* _Problem to solve_:
Type out the entries below again, character for character.

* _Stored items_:
↓↓↓

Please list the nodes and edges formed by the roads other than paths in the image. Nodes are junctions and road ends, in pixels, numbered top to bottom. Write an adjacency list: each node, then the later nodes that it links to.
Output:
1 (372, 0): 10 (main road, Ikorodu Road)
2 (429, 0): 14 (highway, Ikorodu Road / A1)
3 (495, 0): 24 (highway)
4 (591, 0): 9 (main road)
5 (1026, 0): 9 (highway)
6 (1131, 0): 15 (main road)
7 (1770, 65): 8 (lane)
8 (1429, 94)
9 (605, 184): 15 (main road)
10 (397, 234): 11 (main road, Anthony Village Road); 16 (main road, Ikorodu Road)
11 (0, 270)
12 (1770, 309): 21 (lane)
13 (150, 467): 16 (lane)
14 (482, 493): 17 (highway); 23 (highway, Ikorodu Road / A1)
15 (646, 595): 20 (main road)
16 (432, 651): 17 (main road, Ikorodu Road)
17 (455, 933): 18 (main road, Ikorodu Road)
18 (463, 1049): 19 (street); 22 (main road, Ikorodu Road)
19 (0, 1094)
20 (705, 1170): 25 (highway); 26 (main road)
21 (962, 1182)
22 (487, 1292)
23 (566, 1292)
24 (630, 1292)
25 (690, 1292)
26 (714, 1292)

↑↑↑

* _Exercise output_:
Please list the nodes and edges formed by the roads other than paths in the image. Nodes are junctions and road ends, in pixels, numbered top to bottom. Write an adjacency list: each node, then the later nodes that it links to.
Output:
1 (372, 0): 10 (main road, Ikorodu Road)
2 (429, 0): 14 (highway, Ikorodu Road / A1)
3 (495, 0): 24 (highway)
4 (591, 0): 9 (main road)
5 (1026, 0): 9 (highway)
6 (1131, 0): 15 (main road)
7 (1770, 65): 8 (lane)
8 (1429, 94)
9 (605, 184): 15 (main road)
10 (397, 234): 11 (main road, Anthony Village Road); 16 (main road, Ikorodu Road)
11 (0, 270)
12 (1770, 309): 21 (lane)
13 (150, 467): 16 (lane)
14 (482, 493): 17 (highway); 23 (highway, Ikorodu Road / A1)
15 (646, 595): 20 (main road)
16 (432, 651): 17 (main road, Ikorodu Road)
17 (455, 933): 18 (main road, Ikorodu Road)
18 (463, 1049): 19 (street); 22 (main road, Ikorodu Road)
19 (0, 1094)
20 (705, 1170): 25 (highway); 26 (main road)
21 (962, 1182)
22 (487, 1292)
23 (566, 1292)
24 (630, 1292)
25 (690, 1292)
26 (714, 1292)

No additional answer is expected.